Yongli Zhou

Dissection of genetic overlap of salt tolerance QTLs at the seedling and tillering stages using backcross introgression lines in rice

QTLs for salt-tolerance (ST) related traits at the seedling and tillering stages were identified using 99 BC2F8 introgression lines (IL) derived from a cross between IR64 (indica) as a recurrent parent and Binam (japonica) from Iran as the donor parent. Thirteen QTLs affecting survival days of seedlings (SDS), score of salt toxicity of leaves (SST), shoot K+ concentration (SKC) and shoot Na+ concentration (SNC) at the seedling stage and 22 QTLs underlying fresh weight of shoots (FW), tiller number per plant (TN) and plant height (PH) at the tillering stage were identified.
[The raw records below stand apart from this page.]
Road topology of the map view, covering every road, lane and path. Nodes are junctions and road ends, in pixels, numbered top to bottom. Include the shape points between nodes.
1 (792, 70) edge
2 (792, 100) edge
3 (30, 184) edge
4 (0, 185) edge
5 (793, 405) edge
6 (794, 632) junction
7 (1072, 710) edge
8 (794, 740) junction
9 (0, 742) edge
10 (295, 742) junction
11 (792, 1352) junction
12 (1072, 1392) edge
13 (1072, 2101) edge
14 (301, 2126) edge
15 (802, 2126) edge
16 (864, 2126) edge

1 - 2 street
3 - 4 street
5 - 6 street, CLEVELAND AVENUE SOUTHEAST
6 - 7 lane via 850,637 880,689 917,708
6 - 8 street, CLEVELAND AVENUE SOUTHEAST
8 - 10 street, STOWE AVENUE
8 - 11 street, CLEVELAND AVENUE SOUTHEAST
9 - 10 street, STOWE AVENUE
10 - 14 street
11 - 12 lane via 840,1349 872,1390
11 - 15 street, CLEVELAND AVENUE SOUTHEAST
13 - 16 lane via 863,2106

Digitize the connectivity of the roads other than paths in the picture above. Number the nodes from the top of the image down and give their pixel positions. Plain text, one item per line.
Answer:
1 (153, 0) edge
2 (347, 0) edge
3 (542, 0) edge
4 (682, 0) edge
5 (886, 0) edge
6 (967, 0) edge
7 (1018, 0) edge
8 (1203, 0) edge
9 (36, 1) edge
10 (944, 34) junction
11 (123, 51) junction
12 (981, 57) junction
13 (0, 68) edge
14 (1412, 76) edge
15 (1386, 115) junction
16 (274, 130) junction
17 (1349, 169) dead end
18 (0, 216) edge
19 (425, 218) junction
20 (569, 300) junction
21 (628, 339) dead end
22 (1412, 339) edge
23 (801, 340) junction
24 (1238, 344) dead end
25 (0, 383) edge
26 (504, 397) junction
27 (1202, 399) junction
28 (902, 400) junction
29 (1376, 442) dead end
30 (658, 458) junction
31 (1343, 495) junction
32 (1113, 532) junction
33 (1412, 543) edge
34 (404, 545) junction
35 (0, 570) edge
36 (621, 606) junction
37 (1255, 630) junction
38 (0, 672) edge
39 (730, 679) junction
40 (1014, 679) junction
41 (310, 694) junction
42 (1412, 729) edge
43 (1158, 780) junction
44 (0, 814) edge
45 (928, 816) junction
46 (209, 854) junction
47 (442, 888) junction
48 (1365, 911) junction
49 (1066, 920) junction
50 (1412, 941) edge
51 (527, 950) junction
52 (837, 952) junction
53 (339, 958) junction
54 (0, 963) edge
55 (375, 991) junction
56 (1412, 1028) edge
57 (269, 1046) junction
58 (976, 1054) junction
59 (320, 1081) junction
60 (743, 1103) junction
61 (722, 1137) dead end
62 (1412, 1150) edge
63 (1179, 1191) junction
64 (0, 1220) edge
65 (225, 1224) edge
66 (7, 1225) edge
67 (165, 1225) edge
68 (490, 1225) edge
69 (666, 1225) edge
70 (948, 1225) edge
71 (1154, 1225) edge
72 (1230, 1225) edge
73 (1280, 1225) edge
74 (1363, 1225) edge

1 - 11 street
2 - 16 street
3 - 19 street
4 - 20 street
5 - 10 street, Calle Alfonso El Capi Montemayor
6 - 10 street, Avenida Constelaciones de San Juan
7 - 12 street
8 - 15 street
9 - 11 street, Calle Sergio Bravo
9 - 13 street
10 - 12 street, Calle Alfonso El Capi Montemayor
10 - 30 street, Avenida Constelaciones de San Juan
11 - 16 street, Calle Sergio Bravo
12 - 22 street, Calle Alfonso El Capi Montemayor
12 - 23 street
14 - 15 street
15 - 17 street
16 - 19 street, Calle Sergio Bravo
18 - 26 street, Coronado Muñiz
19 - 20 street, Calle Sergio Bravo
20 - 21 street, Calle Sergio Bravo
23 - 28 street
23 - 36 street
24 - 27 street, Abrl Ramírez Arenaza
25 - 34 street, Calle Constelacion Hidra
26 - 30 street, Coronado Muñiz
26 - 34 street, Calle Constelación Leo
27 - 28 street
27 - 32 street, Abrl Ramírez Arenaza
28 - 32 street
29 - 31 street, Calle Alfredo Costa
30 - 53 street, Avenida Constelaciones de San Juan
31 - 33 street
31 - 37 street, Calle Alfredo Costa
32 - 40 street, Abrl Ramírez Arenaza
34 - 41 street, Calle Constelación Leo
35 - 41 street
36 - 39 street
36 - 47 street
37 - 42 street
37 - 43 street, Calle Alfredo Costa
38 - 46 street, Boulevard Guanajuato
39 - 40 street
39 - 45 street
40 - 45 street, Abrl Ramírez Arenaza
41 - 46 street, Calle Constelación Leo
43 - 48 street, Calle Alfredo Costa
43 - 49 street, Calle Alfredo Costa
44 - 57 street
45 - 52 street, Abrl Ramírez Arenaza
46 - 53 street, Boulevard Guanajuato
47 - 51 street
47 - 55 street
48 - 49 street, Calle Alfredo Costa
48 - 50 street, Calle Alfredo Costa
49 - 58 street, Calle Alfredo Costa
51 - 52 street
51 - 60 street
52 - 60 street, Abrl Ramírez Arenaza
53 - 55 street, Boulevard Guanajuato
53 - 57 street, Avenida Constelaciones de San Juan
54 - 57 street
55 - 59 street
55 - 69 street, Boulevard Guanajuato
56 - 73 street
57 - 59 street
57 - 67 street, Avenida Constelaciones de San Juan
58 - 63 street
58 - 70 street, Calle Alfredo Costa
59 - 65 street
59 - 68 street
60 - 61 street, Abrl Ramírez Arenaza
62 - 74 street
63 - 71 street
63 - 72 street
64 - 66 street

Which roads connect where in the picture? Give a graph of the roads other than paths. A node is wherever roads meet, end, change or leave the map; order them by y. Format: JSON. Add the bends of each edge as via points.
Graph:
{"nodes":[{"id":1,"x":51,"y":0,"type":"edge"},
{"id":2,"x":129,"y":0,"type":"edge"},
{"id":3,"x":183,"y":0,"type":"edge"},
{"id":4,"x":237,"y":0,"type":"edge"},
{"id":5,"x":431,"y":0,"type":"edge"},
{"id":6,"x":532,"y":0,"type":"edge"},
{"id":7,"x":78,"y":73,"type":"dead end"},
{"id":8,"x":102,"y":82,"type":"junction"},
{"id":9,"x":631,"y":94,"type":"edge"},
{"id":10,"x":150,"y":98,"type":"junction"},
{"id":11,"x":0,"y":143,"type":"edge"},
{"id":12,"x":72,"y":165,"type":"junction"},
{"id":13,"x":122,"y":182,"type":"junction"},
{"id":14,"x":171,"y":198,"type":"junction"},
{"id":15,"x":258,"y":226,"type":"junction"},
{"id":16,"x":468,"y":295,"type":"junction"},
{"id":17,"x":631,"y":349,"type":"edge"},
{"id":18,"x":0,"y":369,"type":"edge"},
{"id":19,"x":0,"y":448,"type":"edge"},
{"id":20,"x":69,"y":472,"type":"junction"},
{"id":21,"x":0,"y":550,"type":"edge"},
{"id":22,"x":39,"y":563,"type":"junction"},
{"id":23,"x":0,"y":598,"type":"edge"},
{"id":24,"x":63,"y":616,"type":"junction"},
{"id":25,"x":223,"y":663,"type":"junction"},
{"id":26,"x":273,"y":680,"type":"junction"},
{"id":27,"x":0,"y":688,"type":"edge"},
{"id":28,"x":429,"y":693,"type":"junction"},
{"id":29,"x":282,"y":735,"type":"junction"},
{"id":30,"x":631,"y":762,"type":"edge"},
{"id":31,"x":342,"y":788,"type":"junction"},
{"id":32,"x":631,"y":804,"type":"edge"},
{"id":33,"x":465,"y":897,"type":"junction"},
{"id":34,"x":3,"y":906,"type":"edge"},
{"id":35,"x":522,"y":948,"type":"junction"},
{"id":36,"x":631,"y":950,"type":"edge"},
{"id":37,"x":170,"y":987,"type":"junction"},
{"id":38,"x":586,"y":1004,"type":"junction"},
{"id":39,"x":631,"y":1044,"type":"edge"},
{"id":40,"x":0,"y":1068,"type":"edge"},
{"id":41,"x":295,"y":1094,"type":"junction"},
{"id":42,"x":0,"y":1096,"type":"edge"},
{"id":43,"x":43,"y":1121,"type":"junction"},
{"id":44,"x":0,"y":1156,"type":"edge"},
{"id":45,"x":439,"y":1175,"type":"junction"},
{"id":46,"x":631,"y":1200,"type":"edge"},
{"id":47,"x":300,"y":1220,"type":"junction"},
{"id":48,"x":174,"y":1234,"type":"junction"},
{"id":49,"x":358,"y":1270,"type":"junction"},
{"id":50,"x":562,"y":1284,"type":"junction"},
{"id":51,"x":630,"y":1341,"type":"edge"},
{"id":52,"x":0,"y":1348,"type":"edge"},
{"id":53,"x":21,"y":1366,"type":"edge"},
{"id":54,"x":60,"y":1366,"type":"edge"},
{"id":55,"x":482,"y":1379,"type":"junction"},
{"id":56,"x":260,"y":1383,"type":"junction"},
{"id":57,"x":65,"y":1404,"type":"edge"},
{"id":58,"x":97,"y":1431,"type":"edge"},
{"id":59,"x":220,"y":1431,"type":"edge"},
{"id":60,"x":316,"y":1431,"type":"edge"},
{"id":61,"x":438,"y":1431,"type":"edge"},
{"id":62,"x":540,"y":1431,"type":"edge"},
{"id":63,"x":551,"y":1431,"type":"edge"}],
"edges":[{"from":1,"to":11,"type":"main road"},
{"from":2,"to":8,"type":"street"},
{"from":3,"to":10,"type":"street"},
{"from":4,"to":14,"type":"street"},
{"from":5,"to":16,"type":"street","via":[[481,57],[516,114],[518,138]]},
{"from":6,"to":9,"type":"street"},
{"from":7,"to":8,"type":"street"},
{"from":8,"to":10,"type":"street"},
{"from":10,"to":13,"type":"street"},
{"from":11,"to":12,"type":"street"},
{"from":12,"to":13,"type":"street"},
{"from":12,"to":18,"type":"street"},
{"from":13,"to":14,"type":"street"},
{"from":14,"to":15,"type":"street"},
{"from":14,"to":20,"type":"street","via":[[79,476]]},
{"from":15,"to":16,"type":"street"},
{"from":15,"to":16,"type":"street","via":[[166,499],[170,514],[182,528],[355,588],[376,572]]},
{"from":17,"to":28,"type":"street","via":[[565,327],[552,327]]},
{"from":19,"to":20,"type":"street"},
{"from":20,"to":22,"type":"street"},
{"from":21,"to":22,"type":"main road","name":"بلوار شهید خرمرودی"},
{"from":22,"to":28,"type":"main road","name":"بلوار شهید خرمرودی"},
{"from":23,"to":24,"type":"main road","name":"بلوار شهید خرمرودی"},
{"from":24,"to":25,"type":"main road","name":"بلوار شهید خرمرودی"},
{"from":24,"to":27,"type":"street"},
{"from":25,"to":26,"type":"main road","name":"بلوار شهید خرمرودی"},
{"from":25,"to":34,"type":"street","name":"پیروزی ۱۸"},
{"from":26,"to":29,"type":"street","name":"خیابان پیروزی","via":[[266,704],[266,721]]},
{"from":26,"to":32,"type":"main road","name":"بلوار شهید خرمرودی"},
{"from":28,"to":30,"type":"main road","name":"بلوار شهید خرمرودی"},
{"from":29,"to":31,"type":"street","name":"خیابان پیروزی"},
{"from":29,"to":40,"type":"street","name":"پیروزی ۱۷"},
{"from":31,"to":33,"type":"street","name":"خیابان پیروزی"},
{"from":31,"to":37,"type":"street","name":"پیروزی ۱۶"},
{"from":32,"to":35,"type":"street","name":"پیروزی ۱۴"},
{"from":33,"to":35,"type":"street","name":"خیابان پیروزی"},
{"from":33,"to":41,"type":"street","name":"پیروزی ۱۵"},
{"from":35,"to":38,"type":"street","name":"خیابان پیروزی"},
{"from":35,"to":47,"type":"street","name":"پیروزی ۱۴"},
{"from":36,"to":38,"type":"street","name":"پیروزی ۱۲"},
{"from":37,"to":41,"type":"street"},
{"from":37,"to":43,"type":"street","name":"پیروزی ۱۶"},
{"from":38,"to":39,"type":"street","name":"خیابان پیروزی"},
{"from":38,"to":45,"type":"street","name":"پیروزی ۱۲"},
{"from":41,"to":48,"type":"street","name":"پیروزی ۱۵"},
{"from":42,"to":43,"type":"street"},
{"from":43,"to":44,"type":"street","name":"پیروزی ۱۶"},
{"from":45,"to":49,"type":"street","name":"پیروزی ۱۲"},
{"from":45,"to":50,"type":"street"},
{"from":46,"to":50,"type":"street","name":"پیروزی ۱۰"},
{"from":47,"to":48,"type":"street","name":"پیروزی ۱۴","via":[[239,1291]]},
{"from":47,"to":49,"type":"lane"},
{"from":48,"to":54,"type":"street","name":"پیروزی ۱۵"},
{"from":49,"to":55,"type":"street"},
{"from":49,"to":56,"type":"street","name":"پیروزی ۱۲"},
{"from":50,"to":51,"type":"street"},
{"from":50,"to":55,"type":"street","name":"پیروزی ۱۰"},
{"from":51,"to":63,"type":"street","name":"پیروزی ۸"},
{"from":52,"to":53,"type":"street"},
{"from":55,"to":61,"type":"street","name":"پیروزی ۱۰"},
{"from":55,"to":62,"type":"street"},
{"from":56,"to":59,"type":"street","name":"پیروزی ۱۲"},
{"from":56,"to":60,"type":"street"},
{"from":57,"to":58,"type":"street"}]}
Most QTLs detected at the tillering stage showed obvious differential expression to salt stress and were classified into three types based on their differential behaviors. Type I included 11 QTLs which were expressed only under the non-stress condition. Type II included five QTLs expressed in the control and the salt stress conditions, and three of them (QPh5, QPh8 and QTn9) had similar quantity and the same direction of gene effect, suggesting their expression was less influenced by salt stress. Type III included six QTLs which were detectable only under salt stress, suggesting that these QTLs were apparently induced by the stress. Thirteen QTLs affecting trait difference or trait stability of ILs between the stress and non-stress conditions were identified and the Binam alleles at all loci except QPh4, QTn2 and QFw2a decreased trait difference. The three QTLs less influenced by the stress and 13 QTLs affecting trait stability were considered as ST QTLs which contributed to ST. Comparing the distribution of QTLs detected at the seedling and tillering stages, most (69%) of them were genetically independent. Only four were the same or adjacent regions on chromosomes 1, 2, 8 and 11 harboring ST QTLs detected at the two stages, suggesting that partial genetic overlap of ST across the two stages occurs. It is likely, therefore, to develop ST rice variety for both stages by pyramiding of ST QTLs of different stages or selection against the overlapping QTLs between the two stages via marker-assisted selection (MAS).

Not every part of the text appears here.